PARIS : Recul de l'âge légal, «trois grand régimes» plutôt qu'un «système universel» de retraite: en un mois, Emmanuel Macron a renoncé à l'essence de sa promesse de 2017, pour mieux défendre un nouveau projet en vue de sa probable candidature en 2022.
Il est dur de se dédire. Mais à l'approche de la fin de son mandat, le chef de l'État n'hésite plus à s'inscrire en faux contre son grand dessein inabouti pour les retraites, longtemps érigé en emblème de sa volonté réformatrice.
«Je ne pense pas qu'il faille exactement faire la même réforme que celle qui était envisagée», a-t-il concédé mercredi soir sur TF1 et LCI, avant de revenir sur l'un de ses engagements de campagne: exit le système «universel» censé remplacer la quarantaine de régimes existants.
«Trop anxiogène», reconnaît-il finalement, deux ans après les longues grèves de l'hiver 2019-2020 qui avaient réveillé tous les corporatismes, des cheminots aux avocats en passant par les danseurs de l'Opéra.
S'il n'y avait eu le Covid, la loi passée au forceps du 49-3 juste avant le premier confinement serait pourtant «allée à son terme, c'est évident». Faute d'avoir pu mener à bien ce projet, il est désormais temps d'en changer.
Avec une dialectique identique - «il faut aller vers un système simplifié» - l'objectif est désormais de viser «grosso modo trois grands régimes», pour les salariés du privé, les fonctionnaires et les travailleurs indépendants.

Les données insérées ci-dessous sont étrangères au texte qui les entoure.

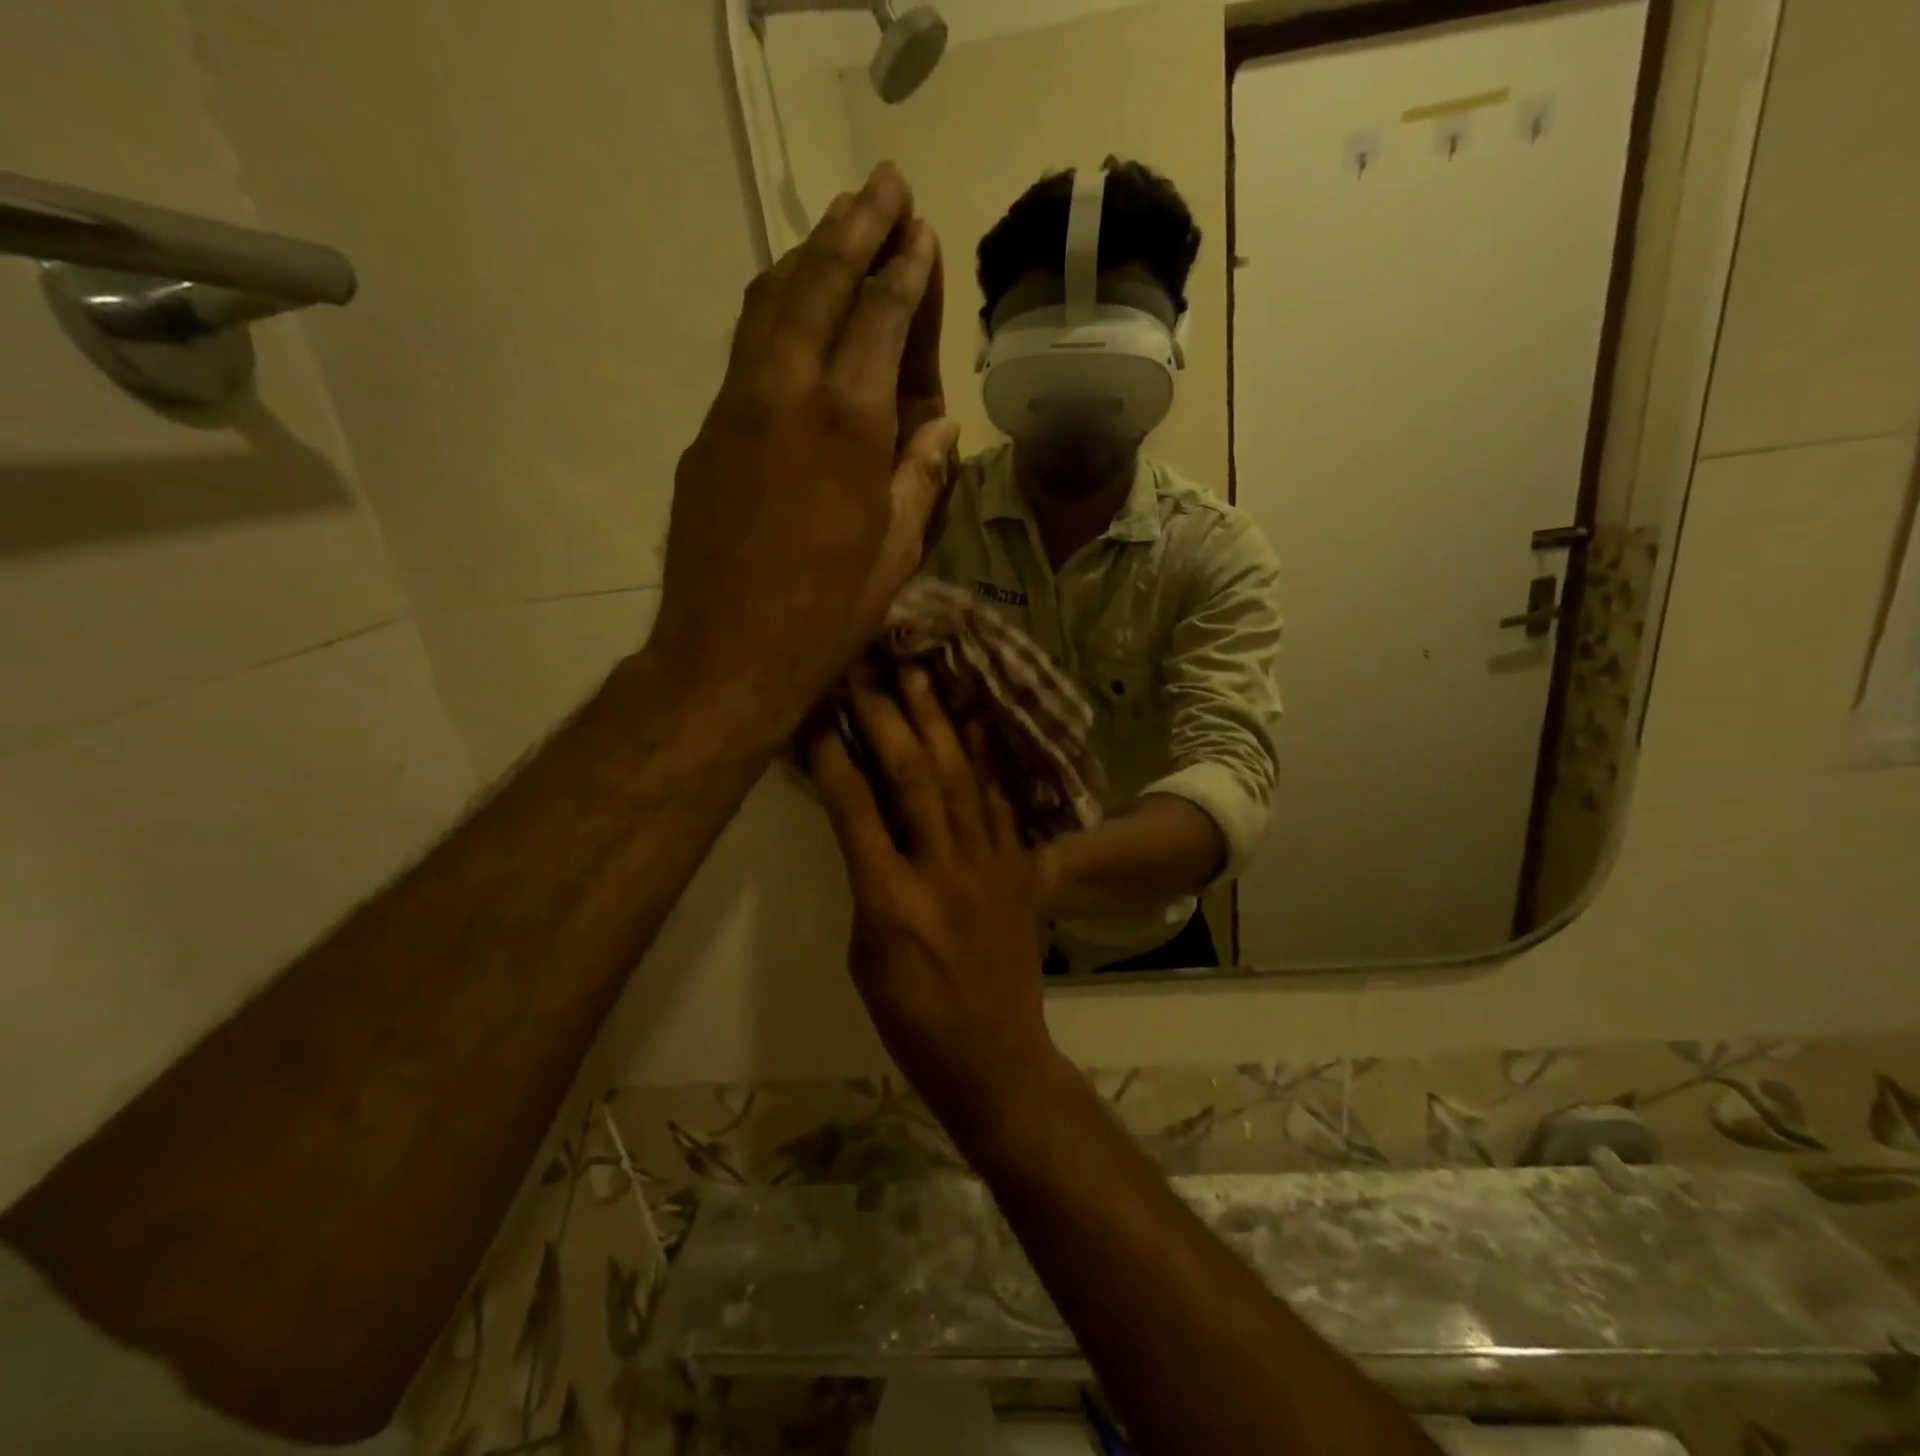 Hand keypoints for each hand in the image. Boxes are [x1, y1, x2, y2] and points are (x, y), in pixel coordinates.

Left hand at [649, 163, 956, 748]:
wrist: (725, 656)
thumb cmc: (825, 616)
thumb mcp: (895, 554)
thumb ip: (920, 478)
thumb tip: (938, 426)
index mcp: (847, 425)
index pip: (880, 320)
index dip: (904, 273)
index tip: (919, 232)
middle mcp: (786, 394)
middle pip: (818, 285)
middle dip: (853, 228)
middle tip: (883, 185)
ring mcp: (735, 409)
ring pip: (769, 306)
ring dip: (806, 256)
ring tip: (837, 223)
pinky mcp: (706, 435)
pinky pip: (745, 351)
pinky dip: (774, 311)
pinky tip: (790, 307)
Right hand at [811, 670, 1061, 1142]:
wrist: (994, 1057)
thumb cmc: (911, 1019)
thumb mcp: (864, 954)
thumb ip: (866, 880)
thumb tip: (863, 823)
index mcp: (889, 900)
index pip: (853, 808)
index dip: (832, 752)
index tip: (816, 707)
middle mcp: (941, 870)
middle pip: (911, 777)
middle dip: (887, 715)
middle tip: (870, 666)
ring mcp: (988, 866)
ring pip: (961, 778)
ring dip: (938, 721)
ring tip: (922, 673)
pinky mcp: (1019, 869)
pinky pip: (1003, 803)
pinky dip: (990, 759)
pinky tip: (979, 720) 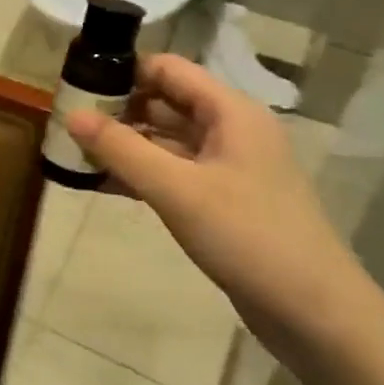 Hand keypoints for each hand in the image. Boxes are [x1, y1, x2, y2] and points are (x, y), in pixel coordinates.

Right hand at [66, 54, 373, 363]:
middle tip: (66, 120)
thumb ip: (121, 148)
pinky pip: (172, 171)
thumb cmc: (249, 237)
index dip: (123, 71)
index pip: (167, 69)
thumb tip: (70, 114)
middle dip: (117, 109)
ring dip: (124, 143)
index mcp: (230, 112)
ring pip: (165, 139)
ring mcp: (227, 166)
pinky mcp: (222, 199)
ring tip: (74, 149)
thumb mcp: (176, 190)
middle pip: (164, 102)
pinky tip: (101, 182)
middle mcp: (230, 130)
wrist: (316, 315)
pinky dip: (139, 172)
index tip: (76, 84) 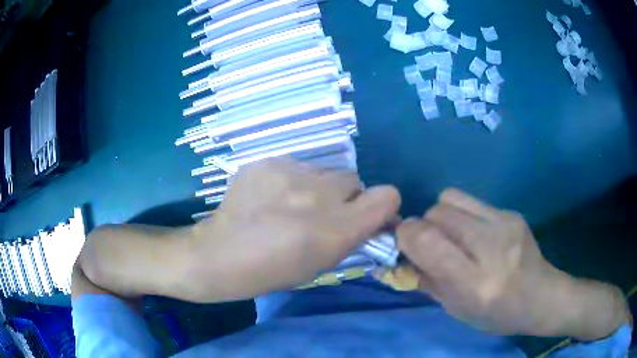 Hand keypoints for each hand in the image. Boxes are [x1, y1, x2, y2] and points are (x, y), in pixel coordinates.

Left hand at [185, 158, 399, 301]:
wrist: (219, 255)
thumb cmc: (271, 272)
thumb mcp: (321, 264)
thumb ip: (351, 237)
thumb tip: (372, 218)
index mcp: (335, 229)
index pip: (387, 196)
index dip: (383, 204)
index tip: (370, 213)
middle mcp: (318, 195)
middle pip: (354, 178)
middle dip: (345, 196)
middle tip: (321, 212)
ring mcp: (289, 173)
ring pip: (323, 171)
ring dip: (316, 187)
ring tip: (289, 204)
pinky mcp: (267, 161)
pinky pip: (294, 166)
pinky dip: (290, 180)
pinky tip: (269, 196)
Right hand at [397, 189, 629, 339]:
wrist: (540, 296)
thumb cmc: (496, 314)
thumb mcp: (455, 309)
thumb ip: (426, 280)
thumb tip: (401, 254)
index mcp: (474, 282)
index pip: (427, 240)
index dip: (407, 236)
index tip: (405, 245)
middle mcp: (490, 246)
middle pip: (437, 213)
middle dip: (424, 226)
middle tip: (433, 244)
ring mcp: (504, 224)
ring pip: (451, 197)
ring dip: (442, 215)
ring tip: (453, 235)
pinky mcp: (511, 212)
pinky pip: (471, 201)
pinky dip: (462, 214)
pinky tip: (475, 234) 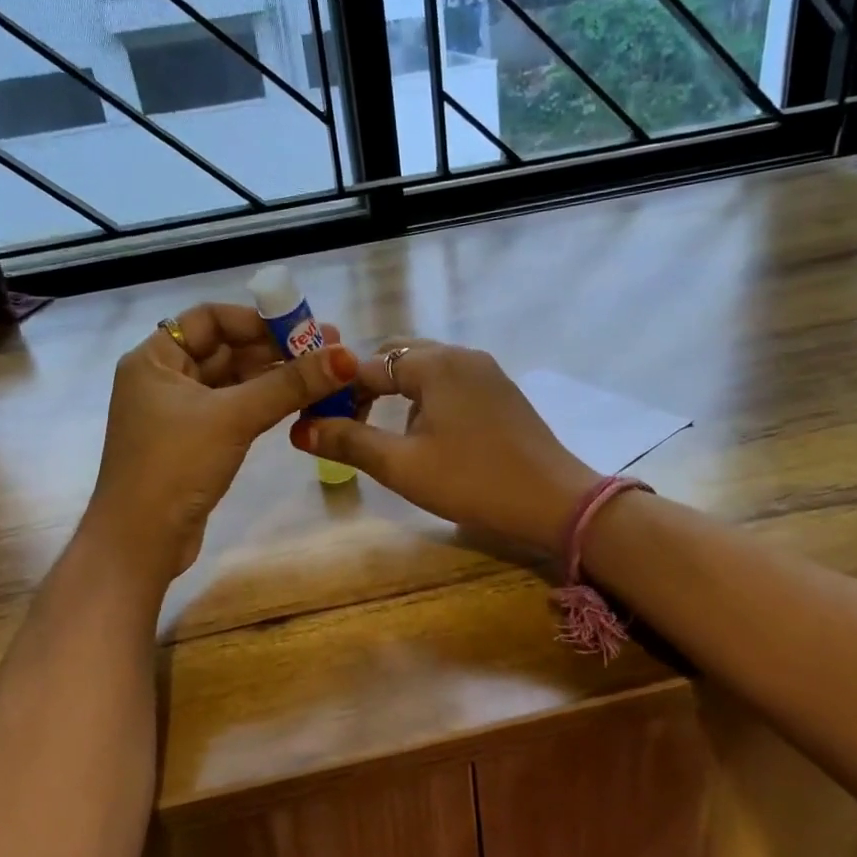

Un scénario élaboré de longue date par des think-tank libéraux comme l'Institut de la protection sociale (IPS) et repris par la CPME (puis le Medef) pour contrer le projet initial de M. Macron.
Finalement rangé à l'avis du patronat, le président de la République reprend aussi à son compte une antienne de l'opposition de droite en souhaitant «une sortie de ce qu'on appelle des régimes spéciaux», expression qui désigne couramment ceux de la SNCF, de la RATP, des industries électriques et gazières, et par extension les diverses caisses de la fonction publique.
- pertes et profits -
Ce virage à tribord était déjà amorcé début novembre, lors de sa dernière allocution télévisée, marquée par une autre volte-face, sur l'âge légal de départ en retraite.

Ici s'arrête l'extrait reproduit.